**Assignment:** Copy out each line from the material where the word "rule" is found.

**Input for this task:**
....................
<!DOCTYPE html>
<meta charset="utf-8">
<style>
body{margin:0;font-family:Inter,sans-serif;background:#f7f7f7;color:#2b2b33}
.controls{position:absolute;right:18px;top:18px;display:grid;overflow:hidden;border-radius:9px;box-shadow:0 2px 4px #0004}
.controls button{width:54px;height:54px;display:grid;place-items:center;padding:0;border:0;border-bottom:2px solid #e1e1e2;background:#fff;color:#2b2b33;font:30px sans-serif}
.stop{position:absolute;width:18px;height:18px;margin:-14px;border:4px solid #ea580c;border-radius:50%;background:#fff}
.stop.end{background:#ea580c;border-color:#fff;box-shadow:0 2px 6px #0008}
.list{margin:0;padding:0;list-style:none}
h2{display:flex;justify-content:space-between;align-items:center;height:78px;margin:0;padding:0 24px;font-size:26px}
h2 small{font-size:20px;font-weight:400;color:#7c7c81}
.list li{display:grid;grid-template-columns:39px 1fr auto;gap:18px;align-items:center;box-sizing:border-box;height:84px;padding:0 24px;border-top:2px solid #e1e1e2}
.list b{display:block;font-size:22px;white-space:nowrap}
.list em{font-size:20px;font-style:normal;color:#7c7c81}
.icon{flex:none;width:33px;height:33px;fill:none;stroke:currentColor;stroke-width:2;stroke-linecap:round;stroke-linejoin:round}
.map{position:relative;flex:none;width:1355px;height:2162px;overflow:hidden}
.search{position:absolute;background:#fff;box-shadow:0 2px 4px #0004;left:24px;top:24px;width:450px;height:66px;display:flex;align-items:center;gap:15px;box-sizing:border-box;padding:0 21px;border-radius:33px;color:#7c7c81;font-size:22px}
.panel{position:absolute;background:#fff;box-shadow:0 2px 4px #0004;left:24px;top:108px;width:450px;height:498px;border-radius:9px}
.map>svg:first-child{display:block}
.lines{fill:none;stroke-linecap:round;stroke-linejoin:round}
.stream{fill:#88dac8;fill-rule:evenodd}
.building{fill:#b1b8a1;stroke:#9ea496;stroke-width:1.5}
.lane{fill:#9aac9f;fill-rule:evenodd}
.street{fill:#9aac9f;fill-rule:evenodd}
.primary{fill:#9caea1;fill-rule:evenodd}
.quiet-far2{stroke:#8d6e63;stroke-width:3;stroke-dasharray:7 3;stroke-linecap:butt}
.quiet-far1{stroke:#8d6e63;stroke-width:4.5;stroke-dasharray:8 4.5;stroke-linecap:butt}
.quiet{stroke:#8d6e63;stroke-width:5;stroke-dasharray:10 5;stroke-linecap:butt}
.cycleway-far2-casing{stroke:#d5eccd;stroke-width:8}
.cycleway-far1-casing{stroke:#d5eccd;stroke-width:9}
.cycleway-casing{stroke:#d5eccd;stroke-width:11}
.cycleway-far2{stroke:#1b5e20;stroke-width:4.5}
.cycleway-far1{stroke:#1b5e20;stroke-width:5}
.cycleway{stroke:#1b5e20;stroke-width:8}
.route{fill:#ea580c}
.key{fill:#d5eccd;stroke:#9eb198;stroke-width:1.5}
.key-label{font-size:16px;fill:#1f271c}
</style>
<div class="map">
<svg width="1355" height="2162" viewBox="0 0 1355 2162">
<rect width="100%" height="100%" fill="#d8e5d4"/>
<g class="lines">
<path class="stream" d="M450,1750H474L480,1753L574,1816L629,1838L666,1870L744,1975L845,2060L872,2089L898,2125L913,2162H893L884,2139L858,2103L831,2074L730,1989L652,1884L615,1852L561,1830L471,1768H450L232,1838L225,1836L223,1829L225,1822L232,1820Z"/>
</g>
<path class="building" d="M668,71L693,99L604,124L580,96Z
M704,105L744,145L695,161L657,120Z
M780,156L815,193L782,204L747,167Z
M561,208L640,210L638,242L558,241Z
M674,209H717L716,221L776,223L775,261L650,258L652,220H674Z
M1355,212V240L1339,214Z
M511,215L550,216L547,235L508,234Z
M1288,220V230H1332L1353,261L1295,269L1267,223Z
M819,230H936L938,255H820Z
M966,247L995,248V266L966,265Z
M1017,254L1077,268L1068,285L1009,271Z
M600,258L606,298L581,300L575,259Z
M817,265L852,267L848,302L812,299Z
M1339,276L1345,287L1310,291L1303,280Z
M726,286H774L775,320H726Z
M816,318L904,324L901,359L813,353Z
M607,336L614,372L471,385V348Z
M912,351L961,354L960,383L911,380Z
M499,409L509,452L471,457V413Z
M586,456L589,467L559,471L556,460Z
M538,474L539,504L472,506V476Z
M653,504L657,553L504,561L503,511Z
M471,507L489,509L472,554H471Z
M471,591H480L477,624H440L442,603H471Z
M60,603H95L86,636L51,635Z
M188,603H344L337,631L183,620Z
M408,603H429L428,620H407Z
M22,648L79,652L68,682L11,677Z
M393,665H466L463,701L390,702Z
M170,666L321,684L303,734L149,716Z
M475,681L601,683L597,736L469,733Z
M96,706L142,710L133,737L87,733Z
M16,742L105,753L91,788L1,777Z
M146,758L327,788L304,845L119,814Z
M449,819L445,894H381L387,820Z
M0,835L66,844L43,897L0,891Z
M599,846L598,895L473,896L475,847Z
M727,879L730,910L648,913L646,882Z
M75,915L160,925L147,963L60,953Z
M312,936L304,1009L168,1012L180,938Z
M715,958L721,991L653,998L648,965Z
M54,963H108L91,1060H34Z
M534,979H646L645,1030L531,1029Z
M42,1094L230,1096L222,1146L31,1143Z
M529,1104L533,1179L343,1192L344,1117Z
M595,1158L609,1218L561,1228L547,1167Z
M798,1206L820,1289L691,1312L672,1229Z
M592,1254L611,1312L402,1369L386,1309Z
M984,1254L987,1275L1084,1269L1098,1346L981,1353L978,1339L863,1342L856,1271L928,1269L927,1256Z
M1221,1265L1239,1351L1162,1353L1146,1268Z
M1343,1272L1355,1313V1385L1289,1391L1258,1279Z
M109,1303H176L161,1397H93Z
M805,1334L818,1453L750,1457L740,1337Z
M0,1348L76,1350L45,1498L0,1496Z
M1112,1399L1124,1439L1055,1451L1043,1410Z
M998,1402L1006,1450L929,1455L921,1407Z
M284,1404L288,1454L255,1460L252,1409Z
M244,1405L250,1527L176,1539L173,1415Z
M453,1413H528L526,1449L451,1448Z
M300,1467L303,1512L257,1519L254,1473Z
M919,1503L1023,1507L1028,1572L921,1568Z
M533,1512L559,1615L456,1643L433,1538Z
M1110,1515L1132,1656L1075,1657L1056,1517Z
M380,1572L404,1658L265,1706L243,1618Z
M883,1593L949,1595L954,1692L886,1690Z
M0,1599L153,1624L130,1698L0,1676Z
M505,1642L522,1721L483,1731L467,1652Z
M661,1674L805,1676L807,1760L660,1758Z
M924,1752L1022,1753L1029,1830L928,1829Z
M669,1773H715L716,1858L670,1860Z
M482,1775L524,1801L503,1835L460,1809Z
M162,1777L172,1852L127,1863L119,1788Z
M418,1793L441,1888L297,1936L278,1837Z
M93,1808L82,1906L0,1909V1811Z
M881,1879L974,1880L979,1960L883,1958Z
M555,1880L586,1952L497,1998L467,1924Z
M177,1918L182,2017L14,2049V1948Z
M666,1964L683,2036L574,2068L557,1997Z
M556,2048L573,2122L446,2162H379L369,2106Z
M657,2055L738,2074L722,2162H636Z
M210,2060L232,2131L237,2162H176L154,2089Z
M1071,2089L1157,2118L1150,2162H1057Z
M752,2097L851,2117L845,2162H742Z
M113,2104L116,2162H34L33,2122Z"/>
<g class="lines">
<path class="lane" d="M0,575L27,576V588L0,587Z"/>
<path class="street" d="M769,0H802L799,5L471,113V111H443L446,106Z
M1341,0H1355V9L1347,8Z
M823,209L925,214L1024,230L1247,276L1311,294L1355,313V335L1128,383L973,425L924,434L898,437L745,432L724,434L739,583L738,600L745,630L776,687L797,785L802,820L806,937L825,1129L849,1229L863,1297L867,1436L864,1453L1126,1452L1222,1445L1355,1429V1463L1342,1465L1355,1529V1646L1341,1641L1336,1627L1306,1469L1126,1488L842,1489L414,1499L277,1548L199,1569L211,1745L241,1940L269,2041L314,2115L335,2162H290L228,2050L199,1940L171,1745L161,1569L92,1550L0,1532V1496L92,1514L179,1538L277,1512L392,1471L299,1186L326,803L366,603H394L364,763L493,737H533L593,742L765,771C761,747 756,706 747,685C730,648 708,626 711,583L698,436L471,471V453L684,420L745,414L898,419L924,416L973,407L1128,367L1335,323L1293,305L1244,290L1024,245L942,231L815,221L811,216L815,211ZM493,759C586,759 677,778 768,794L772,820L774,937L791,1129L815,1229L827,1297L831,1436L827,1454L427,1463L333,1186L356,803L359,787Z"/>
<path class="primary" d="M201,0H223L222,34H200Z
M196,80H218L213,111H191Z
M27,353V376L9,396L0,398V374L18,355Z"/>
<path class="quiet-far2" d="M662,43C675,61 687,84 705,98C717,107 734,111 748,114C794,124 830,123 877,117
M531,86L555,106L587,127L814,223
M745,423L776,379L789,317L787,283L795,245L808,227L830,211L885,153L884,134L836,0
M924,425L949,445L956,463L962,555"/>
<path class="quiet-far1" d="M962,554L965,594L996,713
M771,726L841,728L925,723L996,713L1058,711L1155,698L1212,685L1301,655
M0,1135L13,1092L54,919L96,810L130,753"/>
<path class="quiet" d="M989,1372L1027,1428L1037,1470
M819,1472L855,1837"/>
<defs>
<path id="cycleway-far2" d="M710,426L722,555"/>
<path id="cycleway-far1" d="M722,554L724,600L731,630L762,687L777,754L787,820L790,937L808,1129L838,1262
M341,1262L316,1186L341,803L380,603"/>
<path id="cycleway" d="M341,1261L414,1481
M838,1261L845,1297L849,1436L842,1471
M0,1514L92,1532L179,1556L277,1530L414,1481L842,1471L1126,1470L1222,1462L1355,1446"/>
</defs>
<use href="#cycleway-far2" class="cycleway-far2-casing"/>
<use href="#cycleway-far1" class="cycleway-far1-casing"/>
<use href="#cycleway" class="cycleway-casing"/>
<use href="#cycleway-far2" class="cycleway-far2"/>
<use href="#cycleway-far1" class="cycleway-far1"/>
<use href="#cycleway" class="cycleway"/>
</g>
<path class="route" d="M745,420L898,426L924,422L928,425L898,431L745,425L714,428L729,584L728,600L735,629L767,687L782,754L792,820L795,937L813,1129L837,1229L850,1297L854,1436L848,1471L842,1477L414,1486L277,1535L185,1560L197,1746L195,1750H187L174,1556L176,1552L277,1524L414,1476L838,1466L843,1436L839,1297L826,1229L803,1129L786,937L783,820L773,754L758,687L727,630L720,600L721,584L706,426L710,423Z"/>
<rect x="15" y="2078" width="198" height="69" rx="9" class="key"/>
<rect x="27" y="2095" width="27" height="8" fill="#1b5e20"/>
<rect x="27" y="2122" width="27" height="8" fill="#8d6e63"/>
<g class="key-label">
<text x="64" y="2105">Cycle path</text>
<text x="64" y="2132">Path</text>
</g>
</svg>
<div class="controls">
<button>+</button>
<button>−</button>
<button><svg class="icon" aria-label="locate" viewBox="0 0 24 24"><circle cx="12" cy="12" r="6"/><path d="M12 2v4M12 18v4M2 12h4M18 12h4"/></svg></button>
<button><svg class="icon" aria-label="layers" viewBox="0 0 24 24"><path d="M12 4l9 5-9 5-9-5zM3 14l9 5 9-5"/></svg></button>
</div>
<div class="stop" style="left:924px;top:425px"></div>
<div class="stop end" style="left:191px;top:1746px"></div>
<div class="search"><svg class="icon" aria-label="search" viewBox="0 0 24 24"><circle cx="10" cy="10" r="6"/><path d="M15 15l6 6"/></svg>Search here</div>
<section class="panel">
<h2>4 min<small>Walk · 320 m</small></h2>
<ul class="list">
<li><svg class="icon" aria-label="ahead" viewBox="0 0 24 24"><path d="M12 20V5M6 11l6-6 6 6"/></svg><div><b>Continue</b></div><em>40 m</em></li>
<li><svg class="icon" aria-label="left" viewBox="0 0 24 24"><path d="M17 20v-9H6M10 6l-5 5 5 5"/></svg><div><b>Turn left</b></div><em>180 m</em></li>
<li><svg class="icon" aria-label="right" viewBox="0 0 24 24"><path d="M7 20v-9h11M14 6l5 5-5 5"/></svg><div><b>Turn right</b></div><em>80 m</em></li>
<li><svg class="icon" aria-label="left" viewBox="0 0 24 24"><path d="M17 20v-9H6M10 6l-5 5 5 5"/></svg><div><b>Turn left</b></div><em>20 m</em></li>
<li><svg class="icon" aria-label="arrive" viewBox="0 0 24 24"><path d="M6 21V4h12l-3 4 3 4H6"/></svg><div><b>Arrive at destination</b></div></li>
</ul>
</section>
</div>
....................
**Response area:**
.stream{fill:#88dac8;fill-rule:evenodd}
.lane{fill:#9aac9f;fill-rule:evenodd}
.street{fill:#9aac9f;fill-rule:evenodd}
.primary{fill:#9caea1;fill-rule:evenodd}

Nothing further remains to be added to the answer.